Her tenure was marked by occasional high-profile reporting in much of the press. In 2010, Atkinson wrote to Denise Fergus, mother of Jamie Bulger, to apologise for the hurt caused by Atkinson's remarks on the age of criminal responsibility. Atkinson had said in an interview that she believed the current age of criminal responsibility in England was too young at 10 years of age, and that it should be raised. During the interview she referred to the events surrounding the death of Jamie Bulger as "exceptionally unpleasant". Fergus called for Atkinson to be sacked.

A report by the Office of the Children's Commissioner in England in 2013 warned that many schools are conducting unlawful schemes of school exclusion for some poorly-behaved pupils, and suggested that schools should lose funding if they were found to have such policies. Controversially, the report concluded that schools should reduce all forms of exclusion and should cease excluding students altogether for minor offences like breaking the school's uniform policy.

In December 2013, in an interview with The Independent newspaper, Atkinson made clear her personal view that parental smacking of their children should be made illegal. The response by the government was that they had no wish to criminalise parents for issuing a mild smack, while the NSPCC welcomed the commissioner's comments.
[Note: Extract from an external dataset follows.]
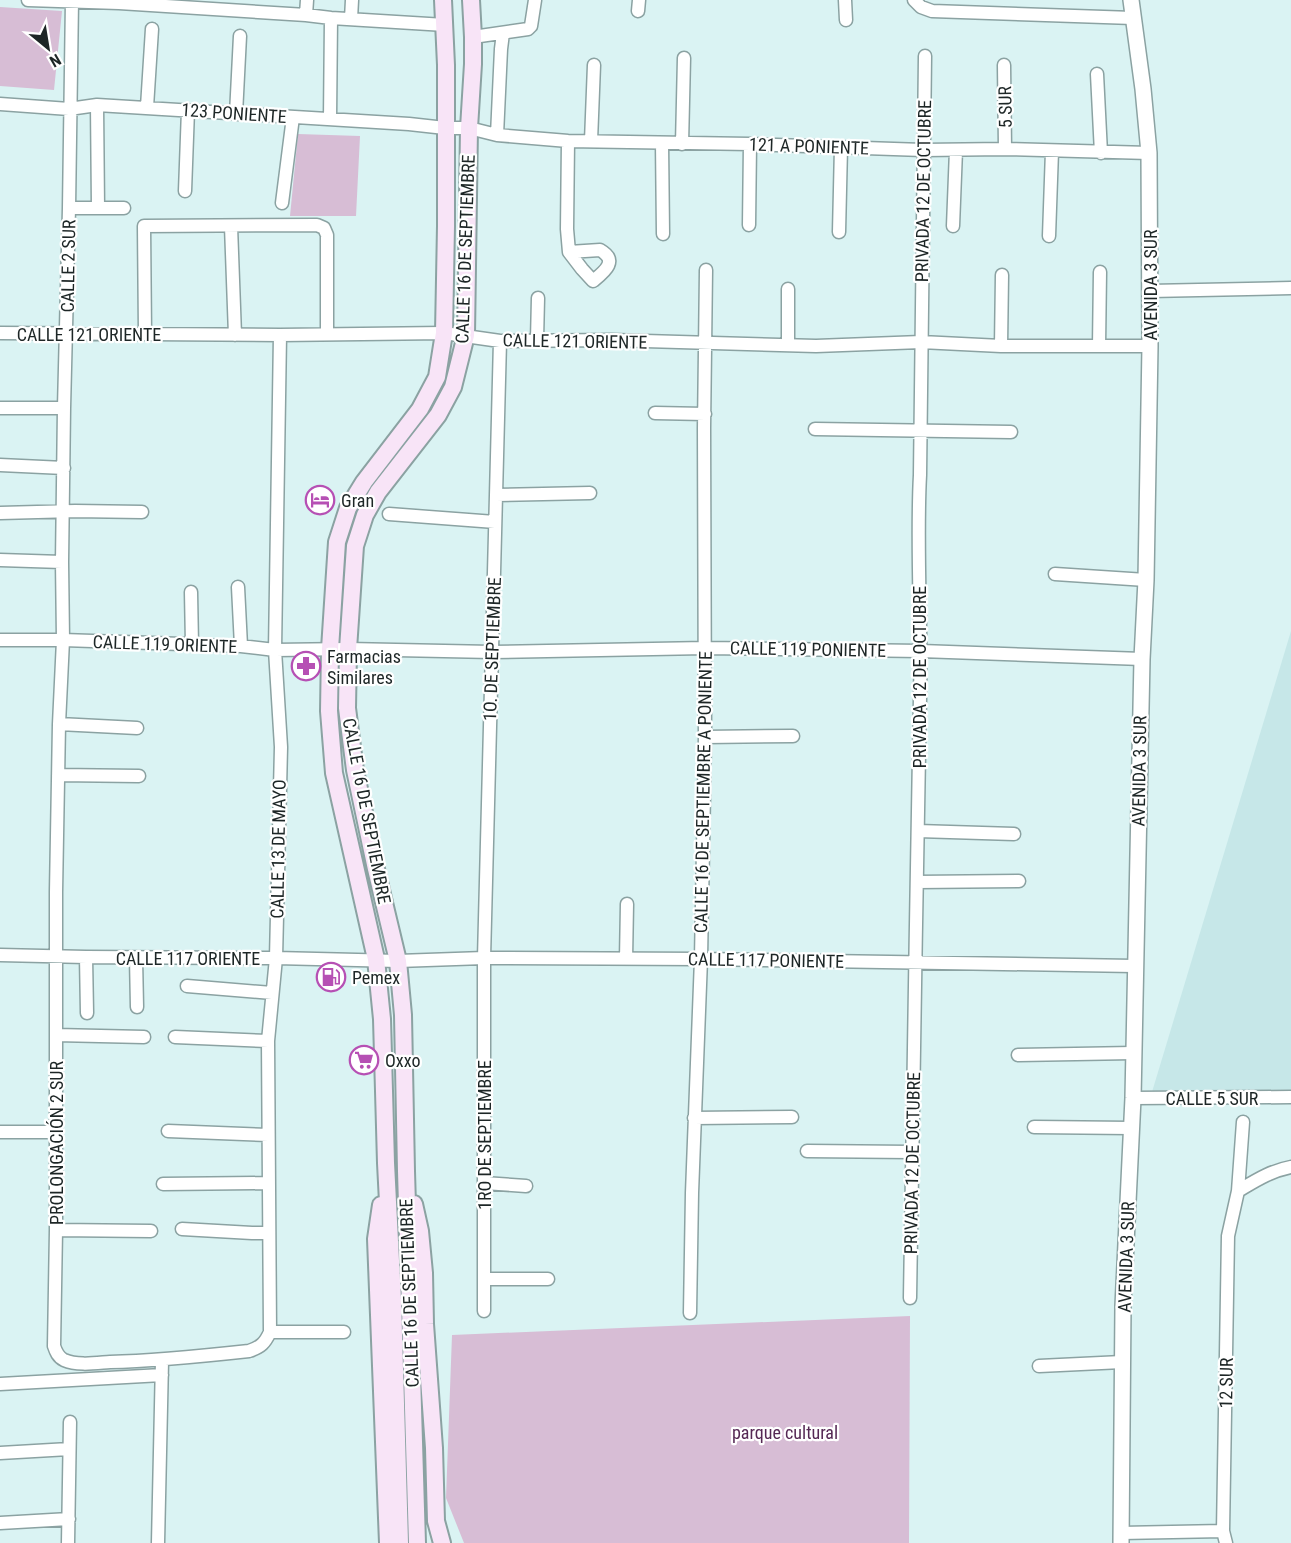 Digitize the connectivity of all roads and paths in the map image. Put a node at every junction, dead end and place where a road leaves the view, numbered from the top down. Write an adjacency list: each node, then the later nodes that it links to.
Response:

===Independent Safeguarding Board===
In September 2021, she was appointed chair of the Church of England's Independent Safeguarding Board (ISB), newly created to provide independent oversight of safeguarding work throughout the national church, covering historical and current concerns. The ISB began working in January 2022.

In July 2022, a complaint was referred to the Information Commissioner's Office (ICO) that Atkinson had broken data protection rules during correspondence with a survivor of clerical abuse. The ICO issued a General Advice note on rectifying the error. In August 2022, a second breach of data was referred to the ICO, and Atkinson was asked to step back as chair while it was investigated by the ICO. In January 2023, a third complaint of a data breach was upheld by the ICO with a General Advice note issued. At the time she remained "stepped aside" as Chair.

In March 2023, following several unsuccessful attempts to reconcile matters between ISB members, she resigned as chair of the Independent Safeguarding Board due to her changing family circumstances and a wish to see matters move on. The Archbishops' Council appointed Meg Munn as acting chair.

==Media==
In December 2013, Atkinson was a member of a team of Keele graduates appearing on a Christmas Special edition of University Challenge, answering questions on Andy Murray's first Wimbledon win and Hull as UK City of Culture. Keele beat the University of Aberystwyth by 140 points to 90 in the programme.